This section deals with the steps needed to get a machine from power-up to running your OS code.
How does a machine boot?
Computers are controlled by programs. Some early computers had no program in memory when they were powered up and yet needed a program to tell them how to load programs from disk. This chicken-and-egg scenario came to be known as bootstrapping from the deliberately absurd notion of lifting oneself up by one's bootstraps or bootlaces.
Early machines often required an operator to enter a tiny program into memory by means of a keypad. Such a program would be just enough to load another, larger program from disk. That loaded program would then be big enough to load further code and thus the computer would have been bootstrapped.
Fortunately, manual program loading is no longer required. Computers come with some program code already built in and stored in read-only memory (ROM). ROMs may contain more than just the initial loader. PCs, for example, come with a set of ROM-based routines called the basic input/output system or BIOS which can also be used by initial programs once they have been loaded. The BIOS is limited but sufficient to support access to disks, the display and the keyboard. Unfortunately, network cards are not normally supported so will not be accessible until a driver has been loaded which can control the card.
The steps an IBM-compatible PC takes when being booted are enumerated below.
- When the CPU receives power or is reset it will start executing the instructions at a predefined address. x86 CPUs use CS:IP address 0xffff:0000. This results in address 0xffff0 which is 16 bytes below 1Mbyte. PCs have BIOS code in ROM at that address.
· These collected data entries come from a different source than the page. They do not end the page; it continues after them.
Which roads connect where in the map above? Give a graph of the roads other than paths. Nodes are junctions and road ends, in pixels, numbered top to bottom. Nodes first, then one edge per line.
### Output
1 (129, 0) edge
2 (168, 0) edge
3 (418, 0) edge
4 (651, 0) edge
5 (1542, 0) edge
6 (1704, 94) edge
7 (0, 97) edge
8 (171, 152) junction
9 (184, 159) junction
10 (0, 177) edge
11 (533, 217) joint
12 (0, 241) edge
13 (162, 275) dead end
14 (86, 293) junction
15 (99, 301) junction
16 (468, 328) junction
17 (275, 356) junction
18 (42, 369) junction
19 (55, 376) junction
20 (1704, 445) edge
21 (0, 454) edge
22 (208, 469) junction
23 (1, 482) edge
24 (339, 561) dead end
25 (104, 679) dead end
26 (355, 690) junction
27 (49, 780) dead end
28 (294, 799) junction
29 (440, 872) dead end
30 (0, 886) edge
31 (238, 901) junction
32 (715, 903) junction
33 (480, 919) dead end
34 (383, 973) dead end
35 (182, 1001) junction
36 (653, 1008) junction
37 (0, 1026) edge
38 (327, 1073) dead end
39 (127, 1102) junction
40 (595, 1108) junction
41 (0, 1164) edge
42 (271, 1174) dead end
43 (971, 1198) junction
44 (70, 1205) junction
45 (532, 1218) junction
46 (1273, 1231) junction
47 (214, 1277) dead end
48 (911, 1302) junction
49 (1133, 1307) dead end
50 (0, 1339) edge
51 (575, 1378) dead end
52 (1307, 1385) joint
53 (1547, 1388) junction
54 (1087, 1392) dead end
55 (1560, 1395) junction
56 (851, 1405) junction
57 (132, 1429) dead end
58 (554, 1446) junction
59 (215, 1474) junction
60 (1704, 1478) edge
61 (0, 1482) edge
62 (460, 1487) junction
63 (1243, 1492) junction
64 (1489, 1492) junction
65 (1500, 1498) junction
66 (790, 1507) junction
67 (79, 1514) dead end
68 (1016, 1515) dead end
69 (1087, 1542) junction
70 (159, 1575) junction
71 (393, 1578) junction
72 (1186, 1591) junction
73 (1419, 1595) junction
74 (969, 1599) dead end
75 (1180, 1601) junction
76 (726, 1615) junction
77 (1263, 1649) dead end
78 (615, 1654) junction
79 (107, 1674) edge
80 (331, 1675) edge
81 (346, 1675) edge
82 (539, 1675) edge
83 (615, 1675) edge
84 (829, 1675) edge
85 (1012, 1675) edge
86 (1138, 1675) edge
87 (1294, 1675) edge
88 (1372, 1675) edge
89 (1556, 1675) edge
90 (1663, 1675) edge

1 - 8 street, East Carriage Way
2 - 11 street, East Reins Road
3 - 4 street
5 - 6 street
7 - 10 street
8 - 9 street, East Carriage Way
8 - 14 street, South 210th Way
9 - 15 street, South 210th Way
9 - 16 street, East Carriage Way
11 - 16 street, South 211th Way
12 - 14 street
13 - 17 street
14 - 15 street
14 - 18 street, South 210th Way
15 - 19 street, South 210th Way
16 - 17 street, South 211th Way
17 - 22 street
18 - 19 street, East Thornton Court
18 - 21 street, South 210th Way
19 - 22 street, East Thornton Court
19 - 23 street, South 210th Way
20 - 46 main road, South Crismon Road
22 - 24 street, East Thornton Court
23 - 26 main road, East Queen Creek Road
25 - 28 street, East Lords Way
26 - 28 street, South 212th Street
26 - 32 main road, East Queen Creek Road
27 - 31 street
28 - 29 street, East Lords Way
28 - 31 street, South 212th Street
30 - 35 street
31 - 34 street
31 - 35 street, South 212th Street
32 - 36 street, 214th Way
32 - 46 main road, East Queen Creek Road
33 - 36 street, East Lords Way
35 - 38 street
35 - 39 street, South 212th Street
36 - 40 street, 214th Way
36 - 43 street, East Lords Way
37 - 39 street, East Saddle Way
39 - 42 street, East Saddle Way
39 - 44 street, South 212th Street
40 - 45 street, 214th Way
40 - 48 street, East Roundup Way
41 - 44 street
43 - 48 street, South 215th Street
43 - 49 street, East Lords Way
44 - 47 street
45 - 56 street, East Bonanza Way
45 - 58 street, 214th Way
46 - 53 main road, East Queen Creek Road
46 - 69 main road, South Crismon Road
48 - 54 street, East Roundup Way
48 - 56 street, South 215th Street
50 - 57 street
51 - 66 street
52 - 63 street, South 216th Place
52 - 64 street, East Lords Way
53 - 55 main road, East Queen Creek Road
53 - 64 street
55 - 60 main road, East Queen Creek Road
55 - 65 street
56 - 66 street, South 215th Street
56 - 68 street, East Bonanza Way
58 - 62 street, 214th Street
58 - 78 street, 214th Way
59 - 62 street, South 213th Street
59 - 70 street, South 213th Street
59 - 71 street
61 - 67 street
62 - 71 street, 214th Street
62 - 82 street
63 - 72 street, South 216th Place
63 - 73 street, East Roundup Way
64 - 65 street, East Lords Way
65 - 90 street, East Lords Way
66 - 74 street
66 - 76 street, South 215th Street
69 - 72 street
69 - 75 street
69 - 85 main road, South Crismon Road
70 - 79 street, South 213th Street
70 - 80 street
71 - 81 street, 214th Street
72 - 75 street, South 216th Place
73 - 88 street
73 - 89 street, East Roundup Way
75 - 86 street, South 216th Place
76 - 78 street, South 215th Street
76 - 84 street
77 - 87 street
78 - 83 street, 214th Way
- Because 16 bytes is too small to contain much code the code at that address will jump to somewhere else in the BIOS.
- The BIOS code will then carry out a number of steps: machine self-tests, scans for bootable devices, allocation of things like device address space, DMA channels and IRQ vectors for those devices, possibly scans and allocations for non-bootable devices (if set to do so in the BIOS setup) and so on. Then it will look for one bootsector to load into memory.
- The bootsector can come from floppy disk, hard disk, plugged-in non-volatile memory or even from a remote device somewhere on a network. The order in which the BIOS searches for a suitable bootsector can be altered in BIOS setup screens. It will load the first valid one it finds. If it fails to find any it will usually print a message to the screen and either stop or wait for a keypress.
- Regardless of where the BIOS finds a valid bootsector it will load it to address 0x7c00. There is nothing magical about this address; it is just an address that was chosen. But bootsectors often rely on it being 0x7c00 so BIOSes use it consistently. The bootsector is 512 bytes in size so will occupy addresses 0x7c00 to 0x7dff.
- Once the bootsector has been loaded the BIOS transfers control (jumps) to its first byte. That address is normally made by setting CS:IP to 0x0000:7c00 but some BIOSes have been reported to set those registers to 0x07c0:0000. Whichever form of address is used the resulting value is the same, 0x7c00.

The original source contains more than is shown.